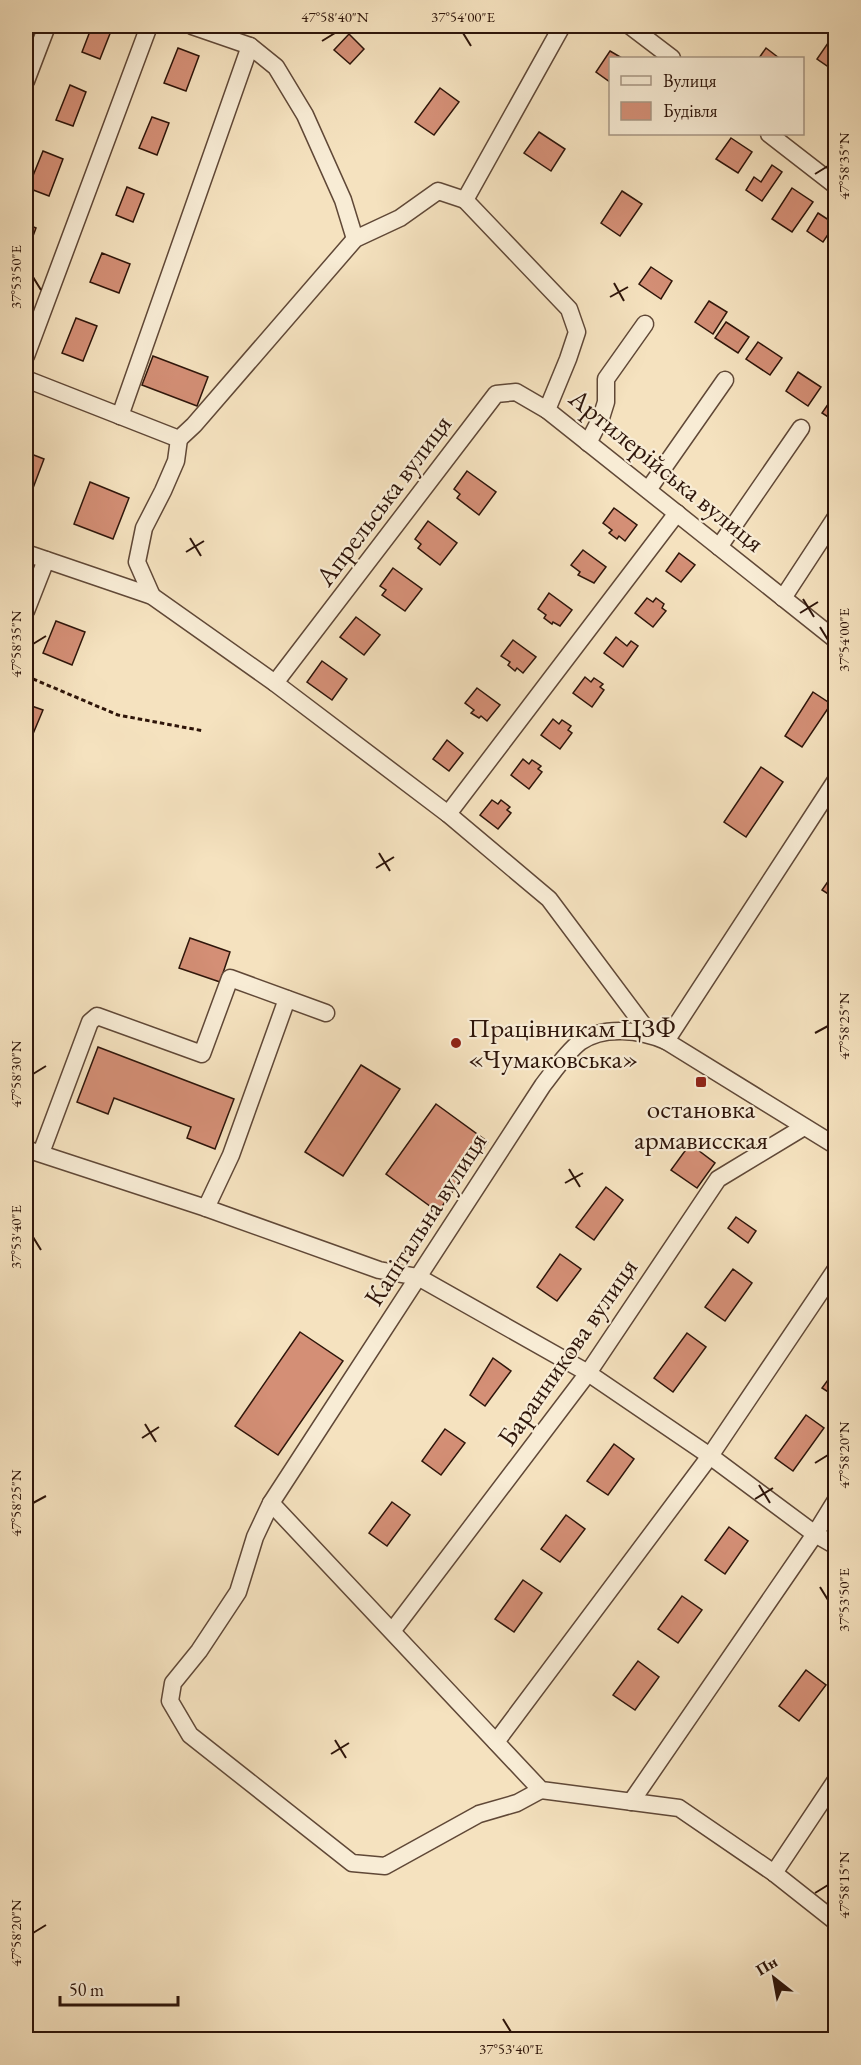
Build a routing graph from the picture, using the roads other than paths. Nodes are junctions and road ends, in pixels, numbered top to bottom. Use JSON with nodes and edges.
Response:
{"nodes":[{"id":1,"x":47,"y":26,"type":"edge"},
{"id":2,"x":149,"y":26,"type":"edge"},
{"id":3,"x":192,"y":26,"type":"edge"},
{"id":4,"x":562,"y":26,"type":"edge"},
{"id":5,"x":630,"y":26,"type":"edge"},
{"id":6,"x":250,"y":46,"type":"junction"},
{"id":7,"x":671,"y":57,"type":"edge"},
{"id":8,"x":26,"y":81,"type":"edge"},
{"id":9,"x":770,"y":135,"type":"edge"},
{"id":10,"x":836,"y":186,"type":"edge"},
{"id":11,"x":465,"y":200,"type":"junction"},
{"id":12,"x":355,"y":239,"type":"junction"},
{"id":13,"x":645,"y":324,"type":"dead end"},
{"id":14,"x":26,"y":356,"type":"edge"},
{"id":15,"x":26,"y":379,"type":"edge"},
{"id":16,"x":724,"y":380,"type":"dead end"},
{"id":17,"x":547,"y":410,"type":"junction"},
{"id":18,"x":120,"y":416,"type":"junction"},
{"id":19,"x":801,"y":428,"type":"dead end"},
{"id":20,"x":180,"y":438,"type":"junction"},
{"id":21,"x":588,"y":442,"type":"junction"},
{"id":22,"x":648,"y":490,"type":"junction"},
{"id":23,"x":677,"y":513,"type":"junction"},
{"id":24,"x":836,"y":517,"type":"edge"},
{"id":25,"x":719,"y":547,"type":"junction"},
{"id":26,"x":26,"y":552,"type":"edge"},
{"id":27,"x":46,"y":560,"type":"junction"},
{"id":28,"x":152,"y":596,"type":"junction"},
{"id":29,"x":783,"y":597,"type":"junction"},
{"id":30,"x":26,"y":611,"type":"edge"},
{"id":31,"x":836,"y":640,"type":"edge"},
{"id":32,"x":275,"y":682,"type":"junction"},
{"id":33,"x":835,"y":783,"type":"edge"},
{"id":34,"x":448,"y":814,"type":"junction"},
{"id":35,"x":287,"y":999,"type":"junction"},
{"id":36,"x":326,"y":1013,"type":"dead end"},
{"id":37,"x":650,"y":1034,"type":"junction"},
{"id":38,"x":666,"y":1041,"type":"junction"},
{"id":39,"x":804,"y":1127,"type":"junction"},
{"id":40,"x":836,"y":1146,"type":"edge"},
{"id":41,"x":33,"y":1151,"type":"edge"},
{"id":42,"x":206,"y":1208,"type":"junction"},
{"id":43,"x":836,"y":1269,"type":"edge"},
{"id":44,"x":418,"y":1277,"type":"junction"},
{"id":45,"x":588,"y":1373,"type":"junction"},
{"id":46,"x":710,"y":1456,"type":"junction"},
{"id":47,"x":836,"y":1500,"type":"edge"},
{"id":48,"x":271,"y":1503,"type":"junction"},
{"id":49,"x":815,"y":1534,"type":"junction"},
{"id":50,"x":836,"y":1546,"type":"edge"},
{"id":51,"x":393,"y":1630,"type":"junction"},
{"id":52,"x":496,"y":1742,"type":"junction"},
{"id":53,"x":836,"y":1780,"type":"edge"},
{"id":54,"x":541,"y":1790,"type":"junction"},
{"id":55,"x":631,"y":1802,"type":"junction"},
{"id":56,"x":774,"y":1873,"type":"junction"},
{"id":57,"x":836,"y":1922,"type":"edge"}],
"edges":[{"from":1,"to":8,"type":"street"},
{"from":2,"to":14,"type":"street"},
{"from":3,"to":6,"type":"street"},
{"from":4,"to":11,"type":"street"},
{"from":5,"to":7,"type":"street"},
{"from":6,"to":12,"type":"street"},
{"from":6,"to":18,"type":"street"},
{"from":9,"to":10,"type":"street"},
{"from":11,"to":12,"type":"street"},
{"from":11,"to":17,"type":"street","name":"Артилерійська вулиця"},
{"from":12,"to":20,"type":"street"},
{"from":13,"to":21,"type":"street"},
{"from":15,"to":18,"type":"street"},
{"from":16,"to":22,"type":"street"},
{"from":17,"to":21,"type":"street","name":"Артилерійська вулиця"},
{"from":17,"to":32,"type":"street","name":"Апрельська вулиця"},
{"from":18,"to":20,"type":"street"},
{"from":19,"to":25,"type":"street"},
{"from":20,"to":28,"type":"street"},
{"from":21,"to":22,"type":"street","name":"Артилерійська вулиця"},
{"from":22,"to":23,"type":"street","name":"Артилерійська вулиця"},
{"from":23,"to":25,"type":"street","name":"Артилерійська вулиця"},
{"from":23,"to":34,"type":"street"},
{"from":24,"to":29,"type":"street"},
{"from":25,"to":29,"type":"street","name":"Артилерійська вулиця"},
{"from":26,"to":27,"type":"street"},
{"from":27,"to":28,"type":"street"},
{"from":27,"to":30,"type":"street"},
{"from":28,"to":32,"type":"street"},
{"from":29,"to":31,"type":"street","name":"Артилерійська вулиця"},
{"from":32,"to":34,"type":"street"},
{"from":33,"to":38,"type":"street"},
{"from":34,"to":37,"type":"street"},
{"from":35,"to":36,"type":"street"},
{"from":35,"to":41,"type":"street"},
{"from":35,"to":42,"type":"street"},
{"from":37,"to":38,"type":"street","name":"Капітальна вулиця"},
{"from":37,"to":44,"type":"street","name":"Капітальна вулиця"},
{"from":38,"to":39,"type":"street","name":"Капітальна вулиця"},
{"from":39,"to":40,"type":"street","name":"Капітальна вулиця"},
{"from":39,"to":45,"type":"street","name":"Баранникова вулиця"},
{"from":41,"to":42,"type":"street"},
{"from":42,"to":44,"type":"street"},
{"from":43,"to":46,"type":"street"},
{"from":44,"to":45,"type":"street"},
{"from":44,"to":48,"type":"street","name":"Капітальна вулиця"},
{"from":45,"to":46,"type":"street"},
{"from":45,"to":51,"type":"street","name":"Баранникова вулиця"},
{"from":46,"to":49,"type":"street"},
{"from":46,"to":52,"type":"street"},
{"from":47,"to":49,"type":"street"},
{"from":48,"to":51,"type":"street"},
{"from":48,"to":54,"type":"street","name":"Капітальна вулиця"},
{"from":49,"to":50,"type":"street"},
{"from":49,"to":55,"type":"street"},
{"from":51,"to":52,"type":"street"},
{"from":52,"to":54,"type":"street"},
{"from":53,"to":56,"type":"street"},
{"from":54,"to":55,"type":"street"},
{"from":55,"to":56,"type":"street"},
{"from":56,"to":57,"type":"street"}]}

==

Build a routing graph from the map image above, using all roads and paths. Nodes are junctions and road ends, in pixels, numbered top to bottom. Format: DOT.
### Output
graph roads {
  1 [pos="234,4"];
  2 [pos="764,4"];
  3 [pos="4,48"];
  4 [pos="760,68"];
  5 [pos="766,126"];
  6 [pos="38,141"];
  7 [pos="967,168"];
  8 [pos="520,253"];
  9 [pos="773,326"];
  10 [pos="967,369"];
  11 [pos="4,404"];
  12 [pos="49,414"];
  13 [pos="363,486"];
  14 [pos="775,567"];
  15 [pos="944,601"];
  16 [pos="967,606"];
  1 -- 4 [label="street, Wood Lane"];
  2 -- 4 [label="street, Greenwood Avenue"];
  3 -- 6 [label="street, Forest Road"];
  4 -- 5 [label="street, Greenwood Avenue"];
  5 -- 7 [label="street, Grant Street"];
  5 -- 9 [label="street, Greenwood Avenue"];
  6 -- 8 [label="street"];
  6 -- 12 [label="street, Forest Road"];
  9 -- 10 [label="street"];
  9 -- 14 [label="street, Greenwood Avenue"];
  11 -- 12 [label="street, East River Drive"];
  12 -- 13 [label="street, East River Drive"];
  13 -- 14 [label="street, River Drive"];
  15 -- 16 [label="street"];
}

* * *

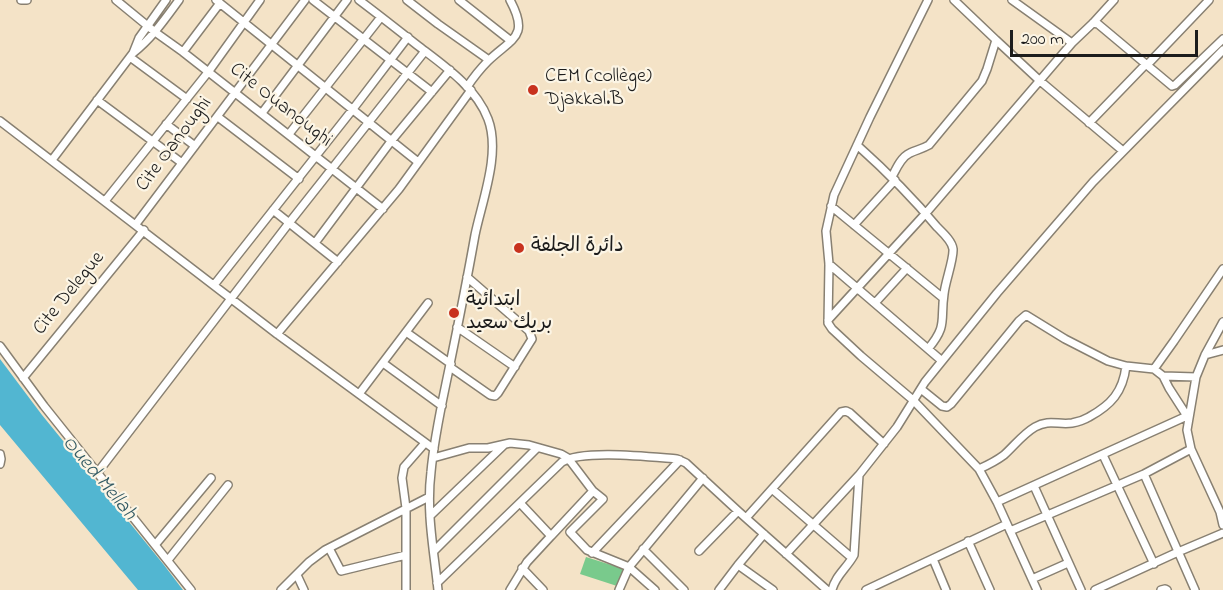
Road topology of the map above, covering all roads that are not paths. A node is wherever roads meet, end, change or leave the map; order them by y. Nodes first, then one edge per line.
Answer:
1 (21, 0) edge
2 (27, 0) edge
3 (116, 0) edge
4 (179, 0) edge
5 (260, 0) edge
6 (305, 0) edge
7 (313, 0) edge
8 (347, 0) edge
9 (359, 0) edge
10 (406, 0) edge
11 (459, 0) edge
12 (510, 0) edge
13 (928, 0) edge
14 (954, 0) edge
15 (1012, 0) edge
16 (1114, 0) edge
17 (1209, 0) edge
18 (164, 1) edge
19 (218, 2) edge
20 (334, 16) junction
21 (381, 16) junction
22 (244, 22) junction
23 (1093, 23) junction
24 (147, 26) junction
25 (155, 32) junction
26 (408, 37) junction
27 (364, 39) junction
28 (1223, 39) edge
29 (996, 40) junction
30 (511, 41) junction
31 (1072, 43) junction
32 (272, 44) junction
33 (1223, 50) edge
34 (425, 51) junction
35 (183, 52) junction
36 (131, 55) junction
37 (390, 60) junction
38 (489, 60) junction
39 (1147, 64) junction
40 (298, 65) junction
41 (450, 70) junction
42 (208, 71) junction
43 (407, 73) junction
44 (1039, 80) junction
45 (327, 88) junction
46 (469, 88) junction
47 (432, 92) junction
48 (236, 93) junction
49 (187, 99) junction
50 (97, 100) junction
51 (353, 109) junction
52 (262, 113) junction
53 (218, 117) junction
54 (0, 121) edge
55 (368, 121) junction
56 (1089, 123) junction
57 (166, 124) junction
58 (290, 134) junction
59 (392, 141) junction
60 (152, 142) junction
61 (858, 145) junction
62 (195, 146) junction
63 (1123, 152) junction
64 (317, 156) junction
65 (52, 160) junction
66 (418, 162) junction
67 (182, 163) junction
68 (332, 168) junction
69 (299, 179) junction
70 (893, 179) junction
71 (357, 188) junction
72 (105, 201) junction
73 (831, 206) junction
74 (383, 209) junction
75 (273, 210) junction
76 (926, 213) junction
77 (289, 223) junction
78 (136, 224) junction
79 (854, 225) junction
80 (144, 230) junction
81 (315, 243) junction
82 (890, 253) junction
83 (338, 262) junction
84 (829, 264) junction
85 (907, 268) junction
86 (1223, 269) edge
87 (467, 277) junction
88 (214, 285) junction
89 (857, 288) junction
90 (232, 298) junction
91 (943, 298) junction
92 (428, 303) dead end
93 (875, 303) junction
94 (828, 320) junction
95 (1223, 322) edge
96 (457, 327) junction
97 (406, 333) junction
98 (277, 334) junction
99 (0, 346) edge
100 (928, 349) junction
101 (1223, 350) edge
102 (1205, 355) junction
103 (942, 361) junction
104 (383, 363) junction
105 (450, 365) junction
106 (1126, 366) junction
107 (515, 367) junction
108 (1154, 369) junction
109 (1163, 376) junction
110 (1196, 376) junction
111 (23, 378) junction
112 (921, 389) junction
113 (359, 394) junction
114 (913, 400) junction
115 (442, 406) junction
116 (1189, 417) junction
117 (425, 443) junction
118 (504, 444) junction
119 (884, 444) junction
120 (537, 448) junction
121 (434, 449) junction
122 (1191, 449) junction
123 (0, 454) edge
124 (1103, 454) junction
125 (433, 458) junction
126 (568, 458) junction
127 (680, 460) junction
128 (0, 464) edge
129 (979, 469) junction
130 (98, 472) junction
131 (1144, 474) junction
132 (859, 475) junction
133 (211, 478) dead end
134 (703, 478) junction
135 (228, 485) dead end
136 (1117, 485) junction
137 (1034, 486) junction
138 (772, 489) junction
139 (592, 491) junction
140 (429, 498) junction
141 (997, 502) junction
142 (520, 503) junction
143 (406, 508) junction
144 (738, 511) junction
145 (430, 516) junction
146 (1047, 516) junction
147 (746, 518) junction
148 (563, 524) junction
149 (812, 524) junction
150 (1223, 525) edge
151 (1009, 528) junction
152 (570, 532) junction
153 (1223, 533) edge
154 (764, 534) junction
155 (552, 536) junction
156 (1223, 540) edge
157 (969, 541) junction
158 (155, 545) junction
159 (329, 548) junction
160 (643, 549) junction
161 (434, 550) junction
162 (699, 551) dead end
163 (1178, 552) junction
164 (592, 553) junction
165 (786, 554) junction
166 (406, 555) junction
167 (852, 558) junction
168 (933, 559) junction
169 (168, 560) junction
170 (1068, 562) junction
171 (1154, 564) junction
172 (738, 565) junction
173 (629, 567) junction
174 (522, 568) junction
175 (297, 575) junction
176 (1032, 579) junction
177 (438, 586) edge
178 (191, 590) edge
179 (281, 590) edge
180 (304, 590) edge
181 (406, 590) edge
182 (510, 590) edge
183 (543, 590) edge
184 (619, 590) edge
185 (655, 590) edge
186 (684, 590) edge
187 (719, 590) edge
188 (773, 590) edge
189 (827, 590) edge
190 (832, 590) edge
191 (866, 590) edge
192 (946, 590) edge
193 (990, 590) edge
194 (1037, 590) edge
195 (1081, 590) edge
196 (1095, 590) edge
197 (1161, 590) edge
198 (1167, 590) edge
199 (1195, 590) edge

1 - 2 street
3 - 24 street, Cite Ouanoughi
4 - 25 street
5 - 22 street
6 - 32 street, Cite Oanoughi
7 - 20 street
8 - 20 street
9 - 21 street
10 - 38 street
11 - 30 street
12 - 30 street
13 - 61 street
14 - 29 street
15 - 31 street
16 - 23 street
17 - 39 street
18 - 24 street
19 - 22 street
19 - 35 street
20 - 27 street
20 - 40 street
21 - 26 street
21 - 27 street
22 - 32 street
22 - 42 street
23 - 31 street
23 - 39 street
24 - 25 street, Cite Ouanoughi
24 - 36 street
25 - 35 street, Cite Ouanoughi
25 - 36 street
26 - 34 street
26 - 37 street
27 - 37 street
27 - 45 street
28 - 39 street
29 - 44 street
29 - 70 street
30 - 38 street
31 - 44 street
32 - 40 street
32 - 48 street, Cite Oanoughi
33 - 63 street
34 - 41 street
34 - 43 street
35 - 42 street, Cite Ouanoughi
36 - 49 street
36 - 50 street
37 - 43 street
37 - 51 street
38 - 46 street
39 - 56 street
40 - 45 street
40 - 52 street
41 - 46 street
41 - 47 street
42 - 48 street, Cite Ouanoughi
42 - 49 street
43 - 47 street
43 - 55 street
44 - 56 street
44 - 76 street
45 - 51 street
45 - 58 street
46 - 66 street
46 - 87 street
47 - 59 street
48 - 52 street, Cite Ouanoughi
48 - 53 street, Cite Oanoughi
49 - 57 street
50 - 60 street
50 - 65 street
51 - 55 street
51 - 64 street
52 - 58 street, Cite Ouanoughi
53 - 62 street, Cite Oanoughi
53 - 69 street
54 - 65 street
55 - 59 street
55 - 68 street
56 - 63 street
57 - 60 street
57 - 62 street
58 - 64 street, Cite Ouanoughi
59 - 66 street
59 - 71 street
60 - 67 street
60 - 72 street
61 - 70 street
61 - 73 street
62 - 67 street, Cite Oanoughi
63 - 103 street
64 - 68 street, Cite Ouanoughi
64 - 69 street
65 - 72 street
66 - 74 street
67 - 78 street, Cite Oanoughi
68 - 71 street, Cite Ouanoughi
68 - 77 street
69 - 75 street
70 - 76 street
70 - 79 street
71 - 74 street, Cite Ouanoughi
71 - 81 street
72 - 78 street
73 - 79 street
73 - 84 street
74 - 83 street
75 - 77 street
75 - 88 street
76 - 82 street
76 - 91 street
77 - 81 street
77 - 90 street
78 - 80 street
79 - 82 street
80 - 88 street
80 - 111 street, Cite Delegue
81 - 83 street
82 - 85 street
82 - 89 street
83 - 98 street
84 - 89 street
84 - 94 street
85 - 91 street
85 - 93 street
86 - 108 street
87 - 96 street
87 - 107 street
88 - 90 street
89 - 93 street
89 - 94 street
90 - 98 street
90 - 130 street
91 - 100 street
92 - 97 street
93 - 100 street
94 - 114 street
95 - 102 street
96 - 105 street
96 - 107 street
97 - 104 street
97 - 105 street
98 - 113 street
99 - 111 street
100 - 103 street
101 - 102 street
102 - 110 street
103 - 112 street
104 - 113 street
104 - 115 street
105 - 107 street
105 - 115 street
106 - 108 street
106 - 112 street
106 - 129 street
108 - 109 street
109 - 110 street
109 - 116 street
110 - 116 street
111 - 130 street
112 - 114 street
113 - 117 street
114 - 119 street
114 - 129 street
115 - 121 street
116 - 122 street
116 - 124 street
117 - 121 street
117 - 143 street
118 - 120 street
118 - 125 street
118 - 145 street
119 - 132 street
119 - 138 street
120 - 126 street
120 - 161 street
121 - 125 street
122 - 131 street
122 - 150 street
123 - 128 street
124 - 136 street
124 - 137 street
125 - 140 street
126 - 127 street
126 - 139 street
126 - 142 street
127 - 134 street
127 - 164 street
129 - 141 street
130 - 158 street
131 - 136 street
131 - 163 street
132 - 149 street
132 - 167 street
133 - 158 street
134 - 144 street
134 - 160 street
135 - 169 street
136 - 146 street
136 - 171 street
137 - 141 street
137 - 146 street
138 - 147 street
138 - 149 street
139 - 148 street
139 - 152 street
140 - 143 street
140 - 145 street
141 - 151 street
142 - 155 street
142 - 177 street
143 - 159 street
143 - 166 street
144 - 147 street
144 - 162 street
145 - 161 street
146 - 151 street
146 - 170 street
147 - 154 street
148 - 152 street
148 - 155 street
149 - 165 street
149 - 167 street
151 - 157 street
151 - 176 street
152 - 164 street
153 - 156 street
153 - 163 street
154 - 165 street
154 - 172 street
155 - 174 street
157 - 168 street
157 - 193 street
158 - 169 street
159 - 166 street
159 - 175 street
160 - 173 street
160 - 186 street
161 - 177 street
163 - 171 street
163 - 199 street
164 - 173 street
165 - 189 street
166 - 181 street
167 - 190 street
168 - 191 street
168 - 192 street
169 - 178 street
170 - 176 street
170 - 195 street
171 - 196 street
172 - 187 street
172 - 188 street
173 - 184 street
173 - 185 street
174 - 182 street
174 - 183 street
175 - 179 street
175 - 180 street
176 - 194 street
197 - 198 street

**What you are asked to do**
Look through the data above for the word "routing". Report each line where it occurs.

**Result of this exercise**
Build a routing graph from the picture, using the roads other than paths. Nodes are junctions and road ends, in pixels, numbered top to bottom. Use JSON with nodes and edges.
Build a routing graph from the map image above, using all roads and paths. Nodes are junctions and road ends, in pixels, numbered top to bottom. Format: DOT.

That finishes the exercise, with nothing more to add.